BEGIN Material provided

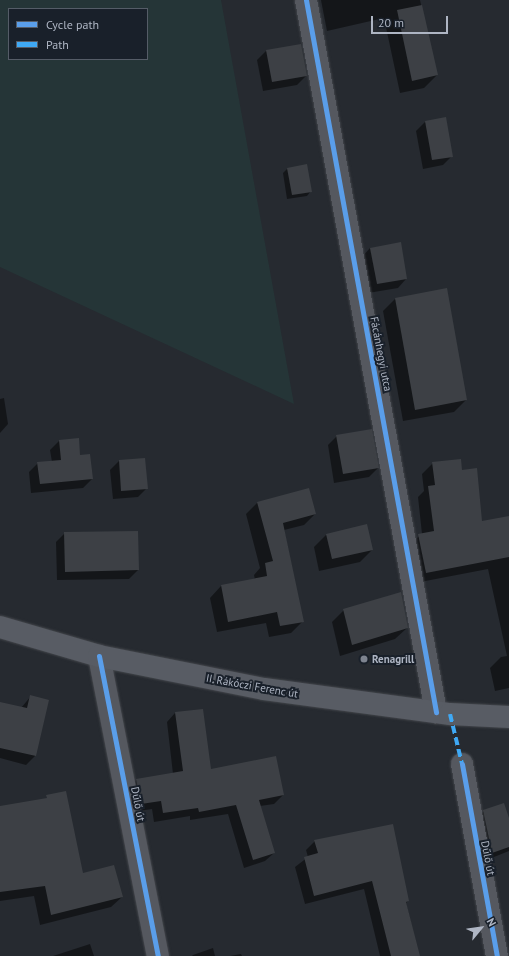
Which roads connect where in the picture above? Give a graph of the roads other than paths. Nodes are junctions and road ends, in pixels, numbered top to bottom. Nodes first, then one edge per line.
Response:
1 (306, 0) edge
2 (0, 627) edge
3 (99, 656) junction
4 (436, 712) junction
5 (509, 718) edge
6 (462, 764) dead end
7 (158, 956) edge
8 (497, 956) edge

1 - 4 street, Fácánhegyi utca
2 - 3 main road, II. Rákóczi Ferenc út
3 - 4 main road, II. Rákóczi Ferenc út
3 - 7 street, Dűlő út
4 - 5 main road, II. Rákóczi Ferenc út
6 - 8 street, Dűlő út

END Material provided

An exact, image-free transcription of all the records above is needed.

**Task solution:**
Which roads connect where in the picture above? Give a graph of the roads other than paths. Nodes are junctions and road ends, in pixels, numbered top to bottom. Nodes first, then one edge per line.
Response:
1 (306, 0) edge
2 (0, 627) edge
3 (99, 656) junction
4 (436, 712) junction
5 (509, 718) edge
6 (462, 764) dead end
7 (158, 956) edge
8 (497, 956) edge

1 - 4 street, Fácánhegyi utca
2 - 3 main road, II. Rákóczi Ferenc út
3 - 4 main road, II. Rákóczi Ferenc út
3 - 7 street, Dűlő út
4 - 5 main road, II. Rákóczi Ferenc út
6 - 8 street, Dűlő út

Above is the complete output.